A Deeper Awakening...

Marc Chagall Detail
 

[ The following is related to this week's Torah reading, parashat Vayetzei... ]

12.05.16  (Kislev 5, 5777)  From our Torah this week we read: "Then Jacob awoke from his sleep and said, "Surely the LORD is in this place (אָכֵן יֵשׁ יְהוָה בַּמָּקוֹם הַזֶּה), yet I did not know it" (Gen. 28:16). This event marked a deeper awakening for Jacob as he discovered God's Presence even in his sleep, even while in exile, and even in his ignorance... Henceforth Jacob began to understand that the whole world is filled with God's glory (Isa. 6:3), and that Torah is centered on knowing Him in all our ways (Prov. 3:6).
 

בְּכָל־דְּרָכֶיךָ דָעֵהוּ
וְהוּא יְיַשֵּׁר ארְחתֶיךָ

be·khol · de·ra·khe·kha · da·ei·hu
ve·hu · ye·ya·sher · or·cho·te·kha

 

"In all your ways know Him
and he will make upright your paths."
(Prov. 3:6)


 


Jacob had been asleep but was suddenly jarred awake. He found himself in awe, sensing the presence of the gateway to heaven. The sages note the grammar here is emphatic, suggesting that Jacob said: "Surely the LORD is in this place -- but am I (וְאָנכִי)? I do not know! (לא יָדָעְתִּי). Jacob had awakened from his dream to realize that he had been dreaming his life away, living in a fantasy world. God is present in this place – but am I? Have I awakened to be present before God?
 

    All religious reality begins with what biblical religion calls the 'fear of God.' It comes when our existence between birth and death becomes incomprehensible and uncanny, when all security is shattered through the mystery. This is not the relative mystery of that which is inaccessible only to the present state of human knowledge and is hence in principle discoverable. It is the essential mystery, the inscrutableness of which belongs to its very nature... Through this dark gate (which is only a gate and not, as some theologians believe, a dwelling) the believing man steps forth into the everyday which is henceforth hallowed as the place in which he has to live with the mystery. He steps forth directed and assigned to the concrete, contextual situations of his existence. That he henceforth accepts the situation as given him by the Giver is what Biblical religion calls the 'fear of God.' - Martin Buber, Eclipse of God

     

When God said, "Let there be light, and there was light" (Gen. 1:3), He seemed to put on light as a robe of the Divine Majesty and Kingship: He wrapped Himself with radiance as a tallit gadol... Da lifnei mi attah omed (דַּע לִפְנֵי מִי אַתָּה עוֹמֵד) – "Know before whom you stand." The whole earth is lit up with God's glory, and every bush of the field is aflame before us -- if we have eyes to see (Isa. 6:3). May it please the LORD to open our spiritual eyes so that we can behold more of His glory and majesty in this hour... Amen.
 




Parashat Vayetzei - וַיֵּצֵא


 

12.04.16  (Kislev 4, 5777)  Our Torah portion for this week (Vayetzei) includes Jacob's famous dream of a ladder (סֻלָּם) extending from earth to heaven, with the angels of God ascending and descending, and the LORD Himself standing above assuring Jacob of his safe return to the land he had fled.  Jacob awoke and responded to the dream with awe: "Surely the LORD is in this place (בַּמָּקוֹם הַזֶּה), and I did not know it." And he was afraid and said, "How awesome is this place! This is none other than the house of God, and this is the gate of heaven." And he called the name of that place Bethel (בֵּית־אֵל) i.e., "the house of God."

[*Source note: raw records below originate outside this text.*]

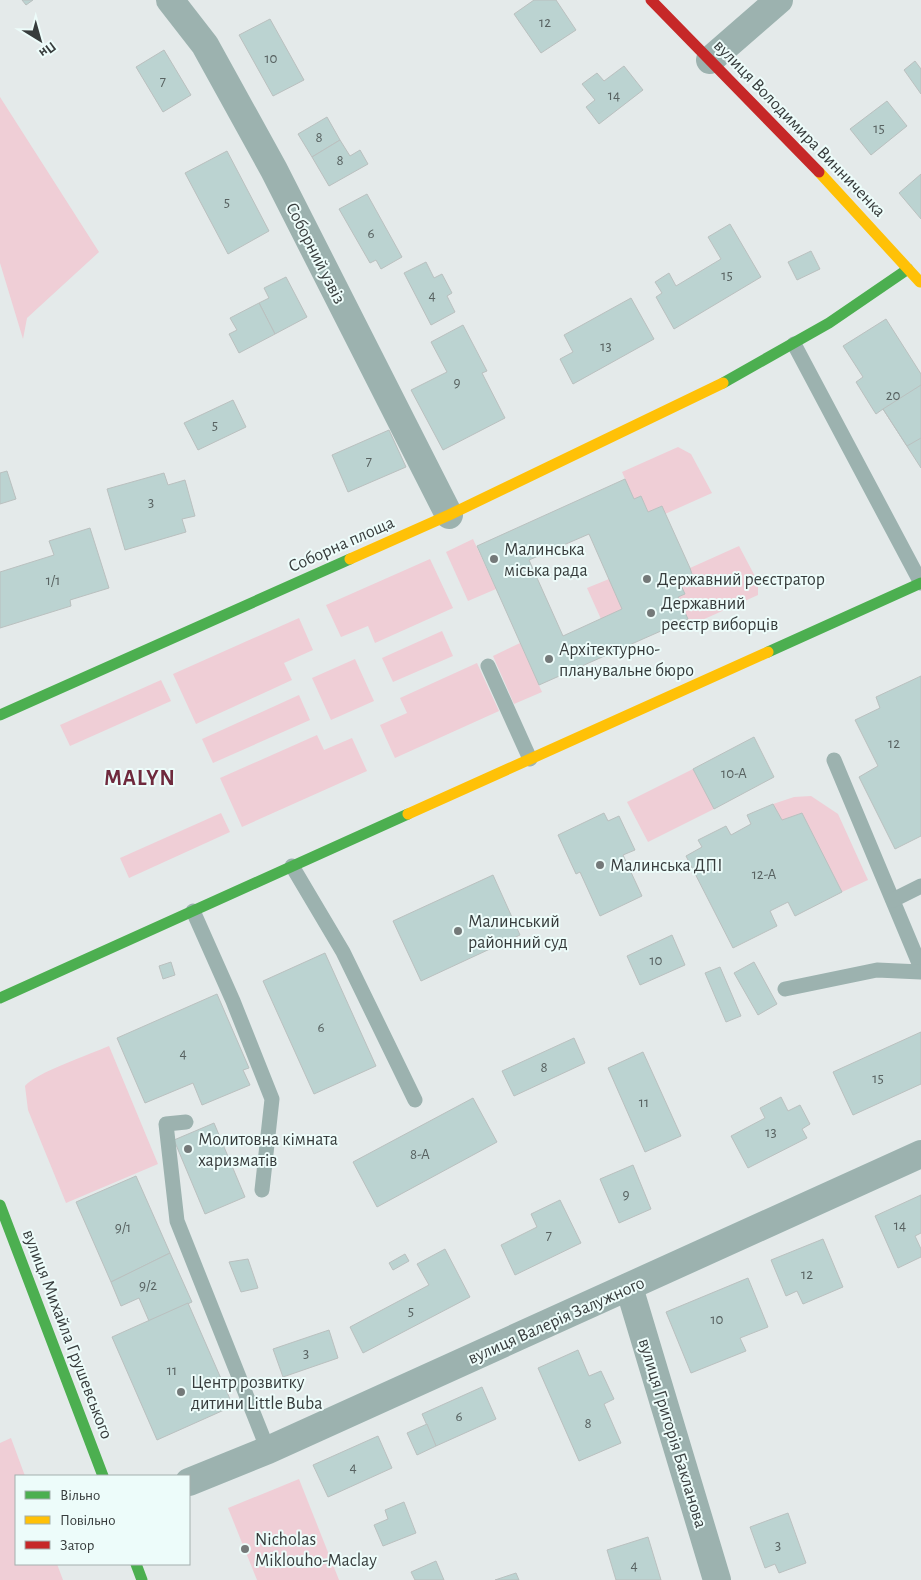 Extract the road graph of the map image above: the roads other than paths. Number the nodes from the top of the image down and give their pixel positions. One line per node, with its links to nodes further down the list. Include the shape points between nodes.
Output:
1 (170, 0): 8 (street, Соборний узвіз, via 205,45 270,162)
2 (651, 0): 4 (street, вулиця Володимира Винниченка)
3 (779, 0): 4 (street)
4 (710, 60): 5 (street, вулиця Володимира Винниченка)
5 (908, 269): 6 (street, вулиця Володимира Винниченка); 7 (street, Соборна площа, via 863,302)
6 (921, 283)
7 (794, 344): 8 (street, Соборна площа, via 693,398); 9 (lane)
8 (449, 515): 11 (street, Соборна площа)
9 (921, 583): 12 (street)
10 (488, 666): 12 (lane)
11 (0, 715)
12 (530, 759): 14 (street)
13 (834, 760): 16 (lane)
14 (292, 866): 17 (street); 21 (lane, via 343,952)
15 (921, 886): 16 (lane)
16 (893, 900): 18 (lane)
17 (193, 910): 20 (street); 24 (lane, via 272,1098)
18 (921, 970): 19 (lane, via 877,970)
19 (785, 989)
20 (0, 998)
21 (415, 1100)
22 (186, 1122): 27 (lane, via 166,1124 177,1221)
23 (921, 1154): 26 (street, вулиця Валерія Залужного)
24 (262, 1190)
25 (0, 1204): 28 (street, вулиця Михайла Грушевського)
26 (629, 1287): 27 (street, вулиця Валерія Залужного); 32 (street, вулиця Григорія Бакланова)
27 (268, 1450): 29 (street, вулиця Валерія Залужного)
28 (103, 1475)
29 (190, 1482)
30 (136, 1565): 31 (street)
31 (142, 1580)
32 (717, 1580)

The sages interpret ha-makom (הַמָּקוֹם), literally "the place" that Jacob saw, as Mount Moriah, the exact location where Jacob's father Isaac was bound as the "sacrificed seed" and which later became the site of the Holy Temple. Indeed the word makom comes from a verb (קוּם) meaning "to arise," suggesting resurrection and ascension. In later Rabbinical thought Ha-Makom became synonymous with the name of God Himself ("God is the place of the world, but the world is not God's only place").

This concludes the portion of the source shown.